In case you haven’t heard, October has enveloped us all within its macabre embrace, so it only seems fitting to launch a new segment for the rest of the month entitled “Ghoul’s Night Out!” Each I’ll be reviewing various creepy albums in order to help you all in your search for the perfect haunting soundtrack to your Halloween season.
Blue Oyster Cult’s self-titled 1972 debut seemed like an obvious pick for a spooky good time. I mean, these are the guys responsible for “Don’t Fear the Reaper” and “Burning For You,” after all! The cover art is particularly haunting as well, an M. C. Escher cubicle prison stretching out into an infinite night- very striking. This would surely be a Frankenstein laboratory of fiendish musical delights!
Imagine my surprise when I discovered that it’s more like a room temperature cauldron of standard issue classic rock cliches. The album is populated by boozey boogie woogie guitar riffs and honky tonk pianos. Blues licks recycled from a thousand years ago rain down on every track, eroding any highbrow potential at all with the beer-swilling bluster of it all. The infrequent, spaced out Moody Blues segments are creepily welcome but, once again, marred by too many rehashed blues solos. The Phrygian melodies of “She’s As Beautiful As a Foot” add a darker dimension to the proceedings but it’s soon overpowered by “Cities On Flame With Rock and Roll” which sounds just a little too suspiciously like Black Sabbath’s “The Wizard.” Whoops!
The production has a garage demo ring about it, which can be effectively used to advantage by some- plenty of bands have maximized the latent power of poor production and achieved a grim, necro sound that suits the music perfectly. Here, however, it’s just poor production. When the drums sound like the drummer is hitting as softly as possible with brushes on what is intended to be a barnburner of a rock song, something’s wrong, especially when you consider the sound Bill Ward was getting on Black Sabbath records from the exact same period.
There’s no correspondence principle between the sleazy bar band sound of the music and the imagery of the cover or the song titles. The most frightening thing about this record is how much it sounds like ZZ Top most of the time! The math doesn’t add up properly with BOC, there’s no sense that all of the elements belong together because there is no unity of purpose behind it all. There’s a serious disconnect that I properly expect to be reconciled as a basic first step in the development of any artist.

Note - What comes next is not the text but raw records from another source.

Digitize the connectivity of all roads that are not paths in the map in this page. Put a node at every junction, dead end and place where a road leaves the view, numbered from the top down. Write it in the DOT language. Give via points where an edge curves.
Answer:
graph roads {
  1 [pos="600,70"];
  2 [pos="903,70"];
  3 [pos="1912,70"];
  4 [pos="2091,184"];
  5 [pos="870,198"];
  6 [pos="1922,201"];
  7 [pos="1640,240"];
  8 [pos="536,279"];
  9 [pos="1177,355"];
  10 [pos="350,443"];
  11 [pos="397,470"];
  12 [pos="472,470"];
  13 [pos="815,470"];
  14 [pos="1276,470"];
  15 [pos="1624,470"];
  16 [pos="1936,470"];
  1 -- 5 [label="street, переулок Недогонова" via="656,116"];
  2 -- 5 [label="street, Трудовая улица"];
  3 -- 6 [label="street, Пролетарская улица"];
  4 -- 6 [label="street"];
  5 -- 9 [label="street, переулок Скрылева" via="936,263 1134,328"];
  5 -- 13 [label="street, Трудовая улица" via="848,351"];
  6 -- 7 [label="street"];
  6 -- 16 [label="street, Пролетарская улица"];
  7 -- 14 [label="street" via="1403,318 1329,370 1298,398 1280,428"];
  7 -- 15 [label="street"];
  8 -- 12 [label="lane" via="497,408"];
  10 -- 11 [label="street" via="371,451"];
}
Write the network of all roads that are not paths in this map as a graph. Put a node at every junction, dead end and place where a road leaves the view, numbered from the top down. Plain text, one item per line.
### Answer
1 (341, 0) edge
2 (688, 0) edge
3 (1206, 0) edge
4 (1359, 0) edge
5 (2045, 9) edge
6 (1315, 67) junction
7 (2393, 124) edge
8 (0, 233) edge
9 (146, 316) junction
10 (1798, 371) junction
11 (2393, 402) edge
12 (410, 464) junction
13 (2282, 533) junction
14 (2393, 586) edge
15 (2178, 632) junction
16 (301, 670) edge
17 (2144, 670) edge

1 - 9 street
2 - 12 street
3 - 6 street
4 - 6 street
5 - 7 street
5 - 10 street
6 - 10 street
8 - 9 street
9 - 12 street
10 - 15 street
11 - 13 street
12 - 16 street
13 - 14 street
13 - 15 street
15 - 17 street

Disappointed, I turned to a stalwart chill-inducer: Nico’s 1969 album The Marble Index. Don’t be fooled by this German chanteuse’s backstory or the innocuous album cover- this is possibly the scariest album I’ve ever heard. Its spinechillingness doesn’t stem from overt frights- it’s all in the atmosphere of dread that pervades the album like poison gas seeping into a room. The album dishes out more cerebral scares that stick with you much longer, the kind that make you hear spectral voices in the wind outside your bedroom window. The Marble Index is a frozen crypt of isolation, haunting in its stark beauty. Nico calls our attention to its icy arches and our blood freezes as we stand transfixed. She beguiles us with her voice, a mournful siren call warning listeners to flee the place of her imprisonment, but it beckons us irresistibly to the same shoals she wrecked upon.
John Cale, sometime madman partially responsible for the Velvet Underground’s lunacy and the primary musician on the album, summons up skeletal arrangements to enshroud Nico’s vocals. The musical accompaniment is sparse, sonically mirroring the arctic wasteland evoked in many of Nico’s lyrics. Swells of ghostly strings glide through the halls Nico’s Gregorian intonations haunt. Mandolins pluck sinister arpeggios in songs such as “Roses In the Snow” and “Evening of Light,” punctuated by distant, ominous rumblings of Cale’s distorted electric viola, continually sweeping between dissonance and harmony. “No One Is There” is one of the standout songs from the album and will make you check over your shoulder at least a couple of times to make sure no one is behind you (you can listen to it here). The album’s production is simultaneously intimate and chilly, tightly imprisoning Nico’s lonely lyrics in an oubliette you will not soon forget.